Fall Nawalny: Moskau will Ermittler nach Berlin schicken

Russland will einem Medienbericht zufolge eigene Ermittler im Fall des vergifteten Kreml-Kritikers Alexej Nawalny nach Deutschland schicken.

Das Innenministerium in Moskau bereite ein entsprechendes Gesuch an die deutschen Behörden vor, meldete die Nachrichtenagentur TASS heute. Russland wolle beantragen, dass russische Ermittler anwesend sein dürfen, wenn deutsche Experten bei Nawalny Ermittlungen durchführten. Nach Auskunft des Regierungssprechers Steffen Seibert liegt ein Gesuch derzeit noch nicht vor.

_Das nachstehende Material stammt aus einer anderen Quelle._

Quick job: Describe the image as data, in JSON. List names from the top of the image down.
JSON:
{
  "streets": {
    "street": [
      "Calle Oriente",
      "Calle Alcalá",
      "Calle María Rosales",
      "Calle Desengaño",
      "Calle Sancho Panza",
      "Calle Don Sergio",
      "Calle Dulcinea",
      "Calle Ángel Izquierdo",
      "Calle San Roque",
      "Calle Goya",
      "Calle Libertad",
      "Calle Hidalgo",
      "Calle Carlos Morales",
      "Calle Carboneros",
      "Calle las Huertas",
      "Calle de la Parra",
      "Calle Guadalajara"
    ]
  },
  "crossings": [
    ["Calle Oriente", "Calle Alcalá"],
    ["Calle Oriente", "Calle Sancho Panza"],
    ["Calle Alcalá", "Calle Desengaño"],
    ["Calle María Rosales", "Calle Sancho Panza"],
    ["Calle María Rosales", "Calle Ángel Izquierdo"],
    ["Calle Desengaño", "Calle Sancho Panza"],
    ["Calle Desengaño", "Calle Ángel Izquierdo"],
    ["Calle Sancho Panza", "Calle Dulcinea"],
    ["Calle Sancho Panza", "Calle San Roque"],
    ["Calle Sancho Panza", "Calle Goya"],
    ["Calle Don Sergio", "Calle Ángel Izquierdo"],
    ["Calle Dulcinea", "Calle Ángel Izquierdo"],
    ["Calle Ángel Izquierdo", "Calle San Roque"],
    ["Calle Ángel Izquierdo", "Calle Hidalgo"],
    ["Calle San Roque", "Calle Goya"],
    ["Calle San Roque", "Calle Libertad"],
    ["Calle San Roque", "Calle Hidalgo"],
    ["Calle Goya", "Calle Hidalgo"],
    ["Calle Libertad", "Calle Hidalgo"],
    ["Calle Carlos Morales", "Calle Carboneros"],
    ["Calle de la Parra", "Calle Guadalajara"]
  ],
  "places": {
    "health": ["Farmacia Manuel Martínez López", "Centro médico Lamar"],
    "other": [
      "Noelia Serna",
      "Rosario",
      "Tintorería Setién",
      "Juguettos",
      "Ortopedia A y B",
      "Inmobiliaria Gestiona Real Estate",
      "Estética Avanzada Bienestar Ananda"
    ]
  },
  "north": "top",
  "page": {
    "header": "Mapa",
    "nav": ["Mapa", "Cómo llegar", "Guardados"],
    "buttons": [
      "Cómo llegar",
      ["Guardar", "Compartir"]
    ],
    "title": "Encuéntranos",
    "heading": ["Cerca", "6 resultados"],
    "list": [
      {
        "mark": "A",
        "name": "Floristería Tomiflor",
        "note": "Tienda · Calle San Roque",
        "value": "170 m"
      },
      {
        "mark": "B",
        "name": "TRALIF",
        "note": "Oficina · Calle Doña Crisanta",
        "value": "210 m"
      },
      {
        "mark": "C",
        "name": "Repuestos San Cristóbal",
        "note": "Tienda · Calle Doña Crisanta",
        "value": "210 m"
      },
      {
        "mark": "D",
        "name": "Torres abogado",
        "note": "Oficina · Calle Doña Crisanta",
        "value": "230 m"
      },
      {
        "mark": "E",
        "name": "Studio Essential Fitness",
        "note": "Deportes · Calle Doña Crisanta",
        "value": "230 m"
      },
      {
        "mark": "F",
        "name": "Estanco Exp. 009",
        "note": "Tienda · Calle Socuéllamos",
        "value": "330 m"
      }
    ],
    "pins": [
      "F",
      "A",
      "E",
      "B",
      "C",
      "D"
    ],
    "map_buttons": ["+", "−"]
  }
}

Berliner Staatsanwaltschaft soll Russland Rechtshilfe leisten

Ferner soll die Berliner Staatsanwaltschaft Rechtshilfe für Russland leisten. Die Ermittler seien von der Justizsenatsverwaltung der Hauptstadt beauftragt worden, Rechtshilfe für das russische Ersuchen zu leisten, teilte die Generalstaatsanwaltschaft Berlin mit. Sie sollten außerdem vorbehaltlich Nawalnys Zustimmung Auskünfte über dessen Gesundheitszustand einholen.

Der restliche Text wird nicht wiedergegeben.